* PROBLEM DETAILS *
Keep only those lines of the records that include the string "graph".

+++

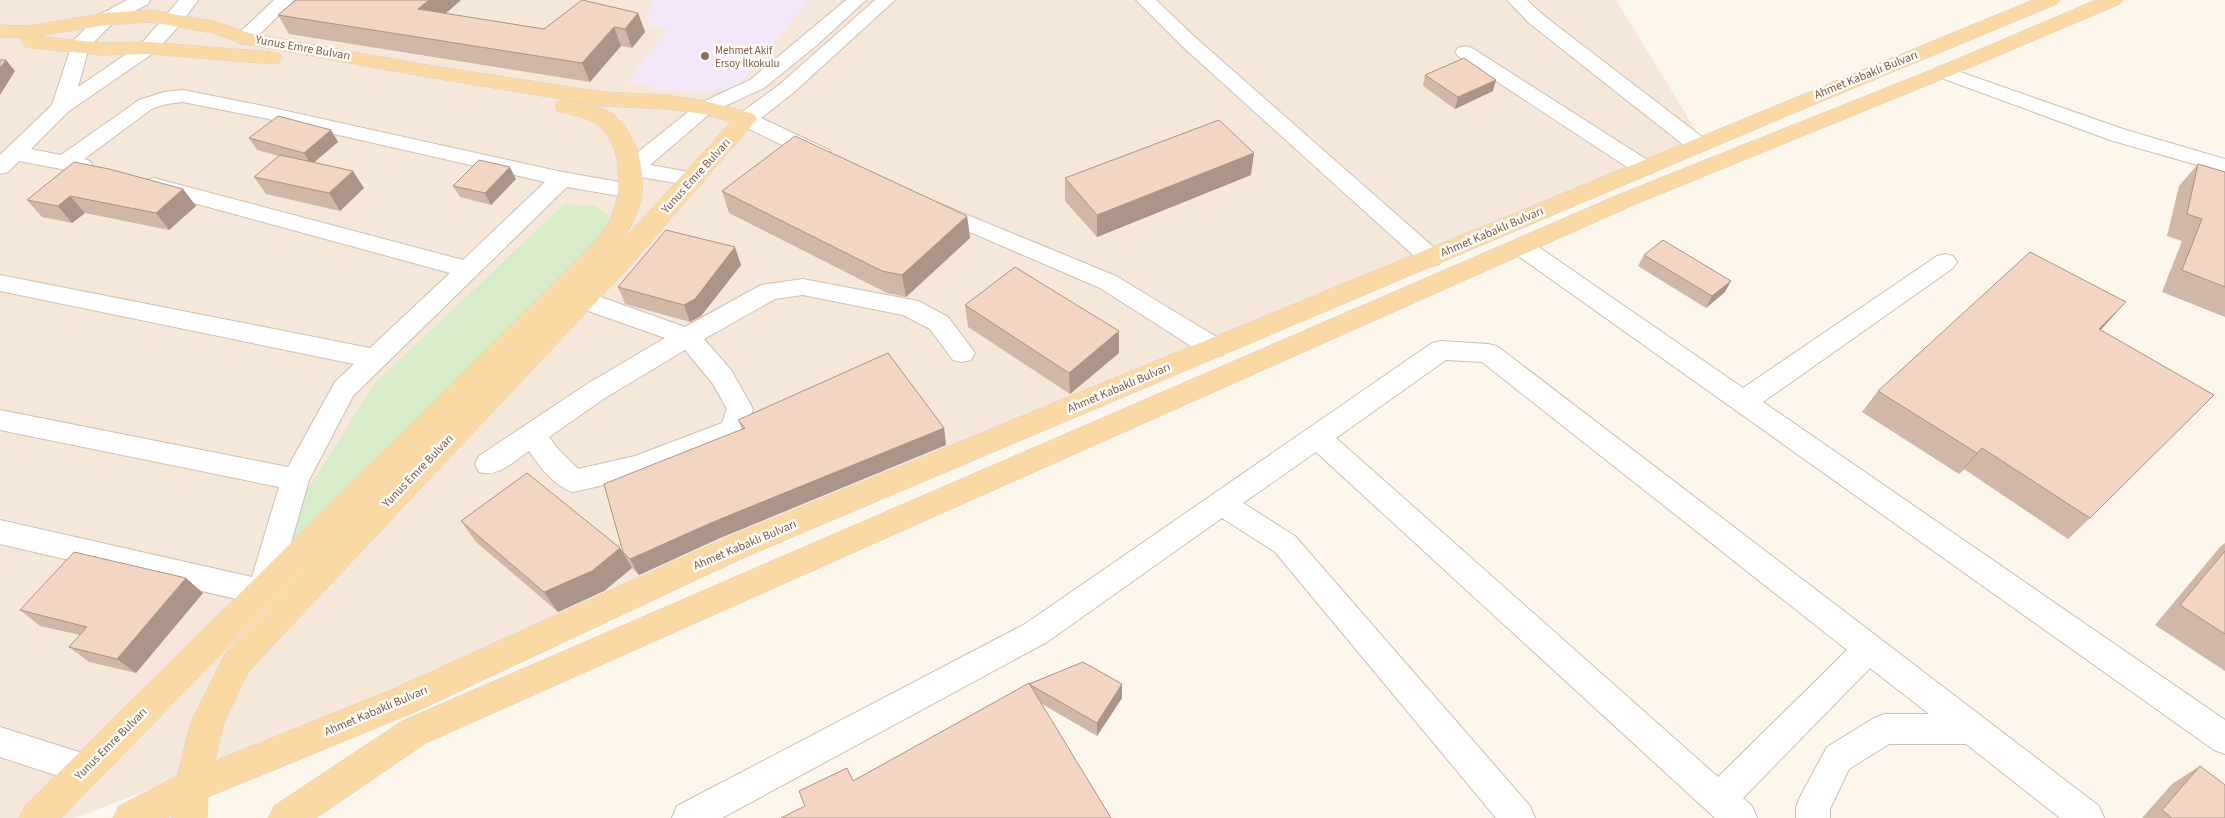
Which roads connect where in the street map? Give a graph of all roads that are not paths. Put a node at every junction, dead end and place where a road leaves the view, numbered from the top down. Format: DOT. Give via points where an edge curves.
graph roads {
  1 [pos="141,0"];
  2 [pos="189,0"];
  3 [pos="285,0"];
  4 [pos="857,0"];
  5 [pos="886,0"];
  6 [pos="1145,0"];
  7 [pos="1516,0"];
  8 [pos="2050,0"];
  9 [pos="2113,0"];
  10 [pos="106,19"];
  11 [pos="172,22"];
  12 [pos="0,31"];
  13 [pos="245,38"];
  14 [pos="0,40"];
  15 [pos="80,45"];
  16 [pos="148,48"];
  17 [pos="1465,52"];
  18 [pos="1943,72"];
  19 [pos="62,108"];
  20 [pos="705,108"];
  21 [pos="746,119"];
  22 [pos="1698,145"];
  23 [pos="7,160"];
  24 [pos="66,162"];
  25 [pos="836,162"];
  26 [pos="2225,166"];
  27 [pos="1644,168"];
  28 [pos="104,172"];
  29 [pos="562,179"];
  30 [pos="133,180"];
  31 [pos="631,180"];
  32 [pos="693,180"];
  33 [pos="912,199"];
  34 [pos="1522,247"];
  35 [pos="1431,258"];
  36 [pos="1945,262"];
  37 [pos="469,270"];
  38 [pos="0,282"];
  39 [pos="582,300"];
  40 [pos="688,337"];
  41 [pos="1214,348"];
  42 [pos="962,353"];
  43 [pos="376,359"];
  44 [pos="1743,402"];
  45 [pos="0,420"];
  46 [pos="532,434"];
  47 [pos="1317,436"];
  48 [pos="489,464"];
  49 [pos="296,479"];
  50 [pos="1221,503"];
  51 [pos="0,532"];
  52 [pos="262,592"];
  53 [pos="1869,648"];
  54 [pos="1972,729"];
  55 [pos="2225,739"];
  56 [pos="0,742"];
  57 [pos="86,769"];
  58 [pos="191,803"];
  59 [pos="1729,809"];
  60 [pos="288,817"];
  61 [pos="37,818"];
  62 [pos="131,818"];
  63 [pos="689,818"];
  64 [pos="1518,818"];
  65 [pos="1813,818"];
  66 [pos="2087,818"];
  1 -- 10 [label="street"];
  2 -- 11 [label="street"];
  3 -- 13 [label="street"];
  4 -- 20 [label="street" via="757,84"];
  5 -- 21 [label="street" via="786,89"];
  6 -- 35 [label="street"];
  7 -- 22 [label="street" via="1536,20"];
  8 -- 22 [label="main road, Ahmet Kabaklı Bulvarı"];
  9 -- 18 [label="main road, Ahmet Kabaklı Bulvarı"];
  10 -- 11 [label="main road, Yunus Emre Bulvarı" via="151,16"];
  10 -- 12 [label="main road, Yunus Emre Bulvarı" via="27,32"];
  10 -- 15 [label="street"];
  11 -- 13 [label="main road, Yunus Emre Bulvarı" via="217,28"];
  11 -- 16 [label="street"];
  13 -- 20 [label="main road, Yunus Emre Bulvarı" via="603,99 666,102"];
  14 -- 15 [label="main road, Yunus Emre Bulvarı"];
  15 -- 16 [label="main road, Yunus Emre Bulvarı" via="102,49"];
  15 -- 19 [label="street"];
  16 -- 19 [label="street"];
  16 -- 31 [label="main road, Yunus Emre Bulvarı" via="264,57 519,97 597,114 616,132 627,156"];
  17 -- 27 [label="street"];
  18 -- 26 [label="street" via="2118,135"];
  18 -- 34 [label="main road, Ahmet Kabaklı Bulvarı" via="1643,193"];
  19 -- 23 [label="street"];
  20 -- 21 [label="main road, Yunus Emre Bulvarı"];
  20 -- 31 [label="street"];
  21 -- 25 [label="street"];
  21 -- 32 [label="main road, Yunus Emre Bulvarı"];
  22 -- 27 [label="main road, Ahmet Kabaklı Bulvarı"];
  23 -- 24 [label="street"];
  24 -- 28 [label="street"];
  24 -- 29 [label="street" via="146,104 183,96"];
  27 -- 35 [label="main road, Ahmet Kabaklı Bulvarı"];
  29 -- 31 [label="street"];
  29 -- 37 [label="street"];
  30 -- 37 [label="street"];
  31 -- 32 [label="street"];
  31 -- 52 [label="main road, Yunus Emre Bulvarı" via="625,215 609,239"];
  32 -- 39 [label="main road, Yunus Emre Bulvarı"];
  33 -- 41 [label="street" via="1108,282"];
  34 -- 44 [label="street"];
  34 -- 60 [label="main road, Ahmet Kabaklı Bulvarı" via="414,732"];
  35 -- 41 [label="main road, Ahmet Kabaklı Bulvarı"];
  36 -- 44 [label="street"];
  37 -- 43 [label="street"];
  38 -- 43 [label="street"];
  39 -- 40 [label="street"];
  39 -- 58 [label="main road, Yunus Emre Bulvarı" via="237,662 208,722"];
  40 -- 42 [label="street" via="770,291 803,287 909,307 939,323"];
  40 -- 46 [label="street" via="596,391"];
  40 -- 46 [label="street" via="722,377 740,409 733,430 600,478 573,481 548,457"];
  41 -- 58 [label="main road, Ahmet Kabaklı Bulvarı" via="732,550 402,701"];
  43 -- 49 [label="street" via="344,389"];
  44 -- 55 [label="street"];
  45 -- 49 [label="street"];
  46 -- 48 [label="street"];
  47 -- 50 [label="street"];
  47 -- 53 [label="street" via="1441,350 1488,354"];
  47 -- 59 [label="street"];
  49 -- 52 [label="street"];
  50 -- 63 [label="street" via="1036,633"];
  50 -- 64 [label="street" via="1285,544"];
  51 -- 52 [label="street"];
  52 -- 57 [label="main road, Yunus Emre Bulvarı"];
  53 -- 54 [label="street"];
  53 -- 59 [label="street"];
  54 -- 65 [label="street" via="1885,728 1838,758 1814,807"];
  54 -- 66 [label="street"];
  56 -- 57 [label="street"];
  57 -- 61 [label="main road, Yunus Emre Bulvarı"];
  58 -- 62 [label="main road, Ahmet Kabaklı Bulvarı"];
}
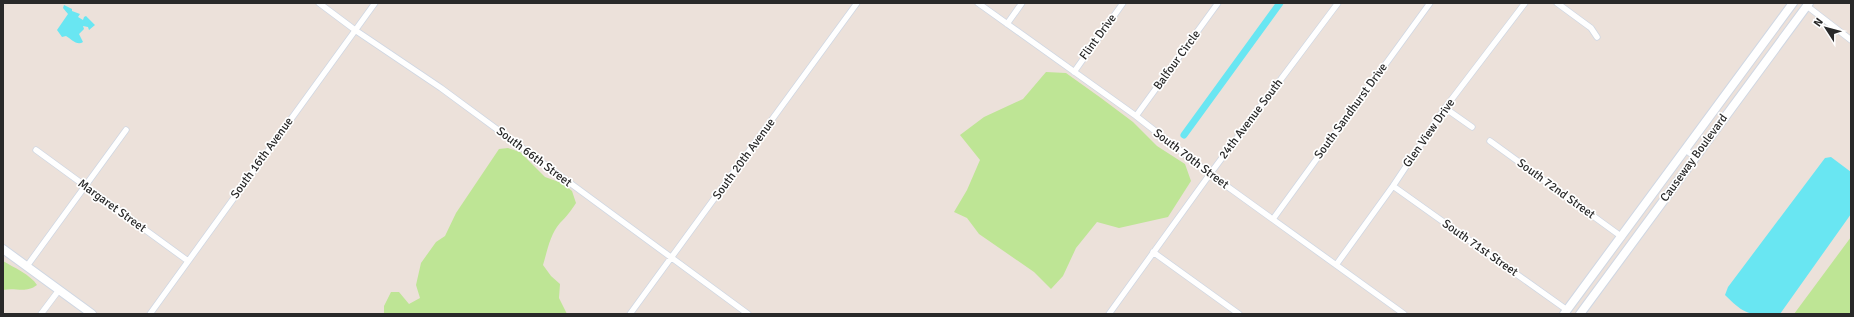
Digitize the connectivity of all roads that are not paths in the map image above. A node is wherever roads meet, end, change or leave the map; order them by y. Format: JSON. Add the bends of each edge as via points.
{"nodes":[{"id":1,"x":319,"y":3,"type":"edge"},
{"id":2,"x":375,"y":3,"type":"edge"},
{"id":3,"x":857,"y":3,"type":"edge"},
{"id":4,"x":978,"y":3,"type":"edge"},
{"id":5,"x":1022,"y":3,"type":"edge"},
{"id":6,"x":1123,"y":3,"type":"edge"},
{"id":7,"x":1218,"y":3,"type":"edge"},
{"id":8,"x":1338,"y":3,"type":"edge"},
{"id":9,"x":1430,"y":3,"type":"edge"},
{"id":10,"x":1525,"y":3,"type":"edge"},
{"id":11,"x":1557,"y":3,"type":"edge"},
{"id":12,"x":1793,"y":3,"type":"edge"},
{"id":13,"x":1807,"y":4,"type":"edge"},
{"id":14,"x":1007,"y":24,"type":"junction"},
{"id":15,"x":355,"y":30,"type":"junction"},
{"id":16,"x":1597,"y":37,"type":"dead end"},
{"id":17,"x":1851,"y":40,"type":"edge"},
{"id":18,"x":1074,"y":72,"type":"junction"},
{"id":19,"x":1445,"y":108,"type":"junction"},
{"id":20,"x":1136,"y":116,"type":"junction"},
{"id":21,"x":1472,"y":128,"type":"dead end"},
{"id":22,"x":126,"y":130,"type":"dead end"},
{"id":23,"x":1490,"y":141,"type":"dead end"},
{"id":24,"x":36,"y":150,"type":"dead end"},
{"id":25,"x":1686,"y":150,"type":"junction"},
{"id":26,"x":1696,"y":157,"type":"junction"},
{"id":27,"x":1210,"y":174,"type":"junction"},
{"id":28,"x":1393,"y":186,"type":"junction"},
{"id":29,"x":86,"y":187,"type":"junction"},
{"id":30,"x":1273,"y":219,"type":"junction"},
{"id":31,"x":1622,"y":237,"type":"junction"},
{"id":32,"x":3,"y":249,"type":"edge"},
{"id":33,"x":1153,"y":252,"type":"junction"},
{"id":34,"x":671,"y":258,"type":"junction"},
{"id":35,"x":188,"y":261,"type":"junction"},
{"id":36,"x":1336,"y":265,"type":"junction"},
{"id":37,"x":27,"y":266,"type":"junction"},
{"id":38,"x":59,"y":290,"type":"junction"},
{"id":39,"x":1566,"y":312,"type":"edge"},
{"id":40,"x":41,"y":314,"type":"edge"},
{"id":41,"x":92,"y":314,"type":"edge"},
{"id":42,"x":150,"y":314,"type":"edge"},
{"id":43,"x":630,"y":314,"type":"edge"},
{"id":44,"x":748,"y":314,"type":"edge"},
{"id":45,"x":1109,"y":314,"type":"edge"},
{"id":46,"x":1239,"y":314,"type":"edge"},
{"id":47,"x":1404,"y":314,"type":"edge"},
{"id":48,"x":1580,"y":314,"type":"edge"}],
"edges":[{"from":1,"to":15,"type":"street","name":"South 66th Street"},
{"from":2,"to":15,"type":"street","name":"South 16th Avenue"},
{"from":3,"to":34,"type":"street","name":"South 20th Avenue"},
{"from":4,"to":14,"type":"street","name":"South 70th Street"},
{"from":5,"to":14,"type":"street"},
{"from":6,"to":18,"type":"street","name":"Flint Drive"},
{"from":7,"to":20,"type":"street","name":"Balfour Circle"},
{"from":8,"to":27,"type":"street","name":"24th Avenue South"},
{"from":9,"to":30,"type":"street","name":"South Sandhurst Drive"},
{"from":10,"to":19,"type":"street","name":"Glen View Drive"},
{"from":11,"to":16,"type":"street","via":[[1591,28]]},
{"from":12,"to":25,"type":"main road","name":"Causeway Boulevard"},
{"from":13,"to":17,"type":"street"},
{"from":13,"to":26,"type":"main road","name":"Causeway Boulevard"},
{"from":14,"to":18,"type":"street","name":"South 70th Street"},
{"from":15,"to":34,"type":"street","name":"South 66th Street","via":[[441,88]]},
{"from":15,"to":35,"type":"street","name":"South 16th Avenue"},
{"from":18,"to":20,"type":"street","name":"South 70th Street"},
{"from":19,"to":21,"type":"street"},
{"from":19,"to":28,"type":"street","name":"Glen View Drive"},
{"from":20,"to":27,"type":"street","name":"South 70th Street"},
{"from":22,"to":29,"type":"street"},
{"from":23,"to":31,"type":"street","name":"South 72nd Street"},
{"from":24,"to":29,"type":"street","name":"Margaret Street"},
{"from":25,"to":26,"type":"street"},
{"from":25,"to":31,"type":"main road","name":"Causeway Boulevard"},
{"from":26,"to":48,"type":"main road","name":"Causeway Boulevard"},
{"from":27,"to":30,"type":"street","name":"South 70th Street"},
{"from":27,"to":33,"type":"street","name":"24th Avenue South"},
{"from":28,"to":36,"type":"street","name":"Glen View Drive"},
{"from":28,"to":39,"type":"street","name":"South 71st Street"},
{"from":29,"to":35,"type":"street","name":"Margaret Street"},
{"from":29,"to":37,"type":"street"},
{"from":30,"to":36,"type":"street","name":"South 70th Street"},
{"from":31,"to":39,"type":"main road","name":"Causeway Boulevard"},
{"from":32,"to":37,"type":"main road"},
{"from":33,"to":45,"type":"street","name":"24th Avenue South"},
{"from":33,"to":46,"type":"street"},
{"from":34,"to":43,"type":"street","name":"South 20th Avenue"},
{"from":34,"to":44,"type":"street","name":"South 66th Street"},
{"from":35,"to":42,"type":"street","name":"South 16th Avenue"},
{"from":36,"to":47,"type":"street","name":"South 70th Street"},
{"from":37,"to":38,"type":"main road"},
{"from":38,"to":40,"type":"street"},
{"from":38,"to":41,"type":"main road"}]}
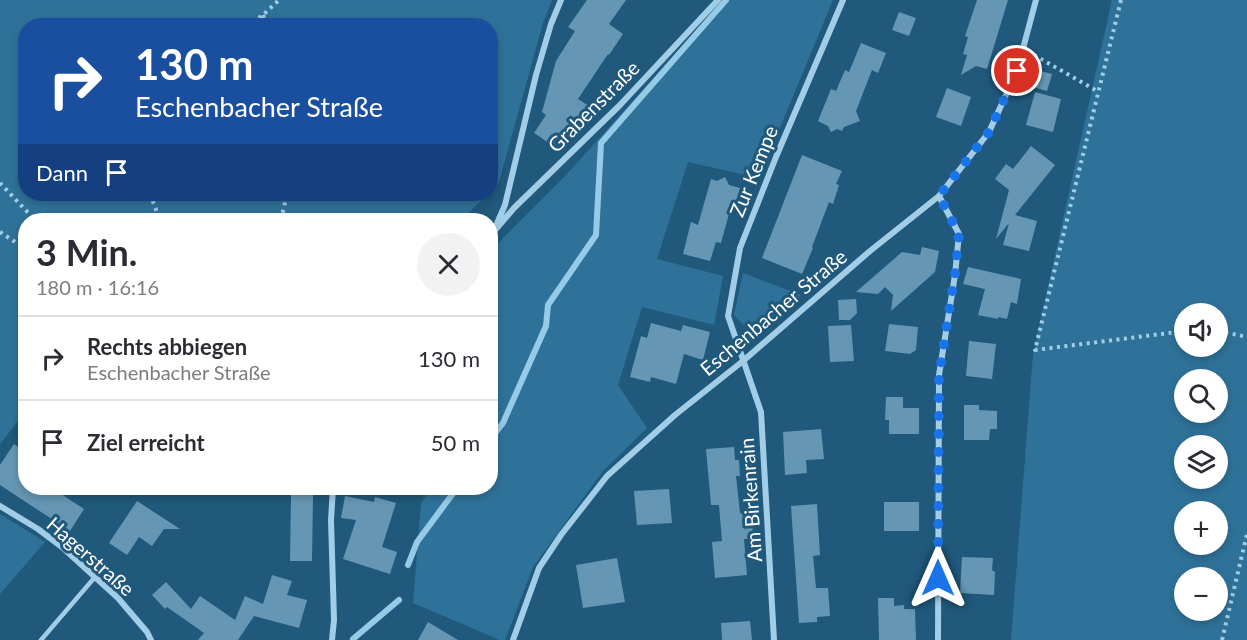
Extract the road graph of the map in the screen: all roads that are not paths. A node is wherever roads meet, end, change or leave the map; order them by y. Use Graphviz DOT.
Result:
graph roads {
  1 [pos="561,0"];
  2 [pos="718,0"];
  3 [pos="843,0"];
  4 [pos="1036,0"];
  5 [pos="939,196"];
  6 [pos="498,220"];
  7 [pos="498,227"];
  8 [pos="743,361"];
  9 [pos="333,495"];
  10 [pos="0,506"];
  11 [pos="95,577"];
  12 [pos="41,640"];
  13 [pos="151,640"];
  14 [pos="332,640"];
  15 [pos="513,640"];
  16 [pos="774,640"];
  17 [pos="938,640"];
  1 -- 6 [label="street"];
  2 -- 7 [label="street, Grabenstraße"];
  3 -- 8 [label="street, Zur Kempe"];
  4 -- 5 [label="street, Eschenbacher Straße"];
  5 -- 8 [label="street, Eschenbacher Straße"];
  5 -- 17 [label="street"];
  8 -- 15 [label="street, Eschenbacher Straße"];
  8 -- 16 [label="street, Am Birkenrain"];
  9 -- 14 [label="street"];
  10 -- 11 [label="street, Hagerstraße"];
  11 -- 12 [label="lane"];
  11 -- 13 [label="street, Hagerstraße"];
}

+++

* RESPONSE *
Which roads connect where in the street map? Give a graph of all roads that are not paths. Put a node at every junction, dead end and place where a road leaves the view, numbered from the top down. Format: DOT. Give via points where an edge curves.
graph roads {
Extract the road graph of the map in the screen: all roads that are not paths. A node is wherever roads meet, end, change or leave the map; order them by y. Use Graphviz DOT.
graph roads {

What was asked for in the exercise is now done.